2005年01月13日

この時期思い出す『雪暮夜入谷畦道』

2d309520.jpg毎年お正月に浅草公会堂で行われる「新春浅草歌舞伎」のコラムが今朝の朝日新聞に載ってましたね。この公演は若手中心のもので、私は橋之助、染五郎、八十助などが出演した平成4年の公演を見ましたが、印象深かった演目は河竹黙阿弥の作品『雪暮夜入谷畦道(ゆきのゆうべいりやのあぜみち)』でした。

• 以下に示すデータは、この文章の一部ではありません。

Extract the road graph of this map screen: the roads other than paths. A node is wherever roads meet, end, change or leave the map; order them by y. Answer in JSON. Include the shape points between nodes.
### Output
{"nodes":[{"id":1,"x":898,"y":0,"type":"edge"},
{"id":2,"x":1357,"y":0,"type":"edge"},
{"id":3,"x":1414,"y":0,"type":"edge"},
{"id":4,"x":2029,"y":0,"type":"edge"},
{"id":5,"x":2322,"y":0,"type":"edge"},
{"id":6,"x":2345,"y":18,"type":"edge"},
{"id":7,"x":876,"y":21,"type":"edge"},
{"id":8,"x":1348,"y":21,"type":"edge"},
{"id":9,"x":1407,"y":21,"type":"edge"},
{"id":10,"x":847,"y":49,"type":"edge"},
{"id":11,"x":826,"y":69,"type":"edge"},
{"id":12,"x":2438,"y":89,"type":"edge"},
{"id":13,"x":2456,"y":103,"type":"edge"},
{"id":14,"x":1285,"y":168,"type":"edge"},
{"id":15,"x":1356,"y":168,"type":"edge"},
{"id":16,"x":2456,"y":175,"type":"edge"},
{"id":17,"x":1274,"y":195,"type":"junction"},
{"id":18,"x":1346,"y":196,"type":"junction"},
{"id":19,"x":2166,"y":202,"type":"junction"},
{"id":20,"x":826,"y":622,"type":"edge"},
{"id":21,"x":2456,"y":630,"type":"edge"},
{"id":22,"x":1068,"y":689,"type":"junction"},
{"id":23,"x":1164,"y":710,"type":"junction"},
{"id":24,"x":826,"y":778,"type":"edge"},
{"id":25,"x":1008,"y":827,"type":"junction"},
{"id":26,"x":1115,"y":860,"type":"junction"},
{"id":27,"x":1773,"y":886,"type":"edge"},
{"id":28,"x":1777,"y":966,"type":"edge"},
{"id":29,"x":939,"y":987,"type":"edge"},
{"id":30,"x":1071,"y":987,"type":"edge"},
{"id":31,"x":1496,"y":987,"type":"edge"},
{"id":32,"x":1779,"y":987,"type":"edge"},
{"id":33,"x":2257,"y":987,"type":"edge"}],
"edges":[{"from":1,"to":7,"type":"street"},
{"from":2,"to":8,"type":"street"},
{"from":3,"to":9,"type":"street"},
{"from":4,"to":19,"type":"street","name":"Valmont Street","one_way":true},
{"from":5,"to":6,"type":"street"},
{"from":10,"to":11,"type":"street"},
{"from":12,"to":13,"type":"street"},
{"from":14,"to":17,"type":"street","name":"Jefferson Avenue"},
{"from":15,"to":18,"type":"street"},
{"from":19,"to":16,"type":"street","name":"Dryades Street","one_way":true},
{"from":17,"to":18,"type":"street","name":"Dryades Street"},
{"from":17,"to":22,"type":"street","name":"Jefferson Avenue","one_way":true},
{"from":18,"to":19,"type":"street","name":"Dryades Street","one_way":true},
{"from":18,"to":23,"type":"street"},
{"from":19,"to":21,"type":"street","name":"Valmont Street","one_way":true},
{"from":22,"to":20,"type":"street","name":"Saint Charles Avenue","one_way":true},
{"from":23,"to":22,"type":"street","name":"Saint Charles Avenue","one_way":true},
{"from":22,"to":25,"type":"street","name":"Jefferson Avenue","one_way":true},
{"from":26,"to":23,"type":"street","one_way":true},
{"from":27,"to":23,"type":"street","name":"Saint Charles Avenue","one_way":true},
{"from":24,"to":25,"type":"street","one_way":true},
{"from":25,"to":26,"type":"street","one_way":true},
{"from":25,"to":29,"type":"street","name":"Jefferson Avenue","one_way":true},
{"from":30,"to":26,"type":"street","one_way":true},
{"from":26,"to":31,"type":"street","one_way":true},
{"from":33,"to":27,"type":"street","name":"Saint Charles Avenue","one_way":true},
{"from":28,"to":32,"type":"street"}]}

御家人くずれのお尋ね者「直侍(なおざむらい)」が逃亡前に雪の中、遊女「三千歳(みつとせ)」に別れを告げに行く物語で、なんちゅーかもぅ、たまらん話しなのです。
忘れもしないのが歌舞伎座で見た仁左衛門(直侍)と玉三郎(三千歳)のヴァージョンで、それはそれは目もくらむような美しさでした。

見所のひとつはオープニング、直侍の蕎麦屋での一連の動作です。
蕎麦屋に入るなり「天で一本つけてくれ」と直侍。亭主が「天は山(売り切れ)になりました」と言うと、直侍は「なければただのかけでいい」と言って着物をはしょり股火鉢。
お膳が出たらまずお猪口にお酒をつぐ。そいで、浮いているごみを箸でチョイっとよけて飲むんですね(松島屋!)。蕎麦もつゆをちょっと付けてスルスルっと粋に食べる。
いやもうカッコイイったら。

三千歳のセリフ「一日逢わねば千日の、想いにわたしゃぁ患ろうて 、鍼や薬の験さえ、泣きの涙に紙濡らし、枕に結ぶ夢覚めて、いとど思いのます鏡」ってのも泣かせます。

そしてラスト。逢瀬に踏み込んで来た役人から逃れて直侍が叫びます。
「三千歳!この世じゃ二度と会わねえぜ」

う〜ん、スバラシイ!日本人に生まれて良かった〜。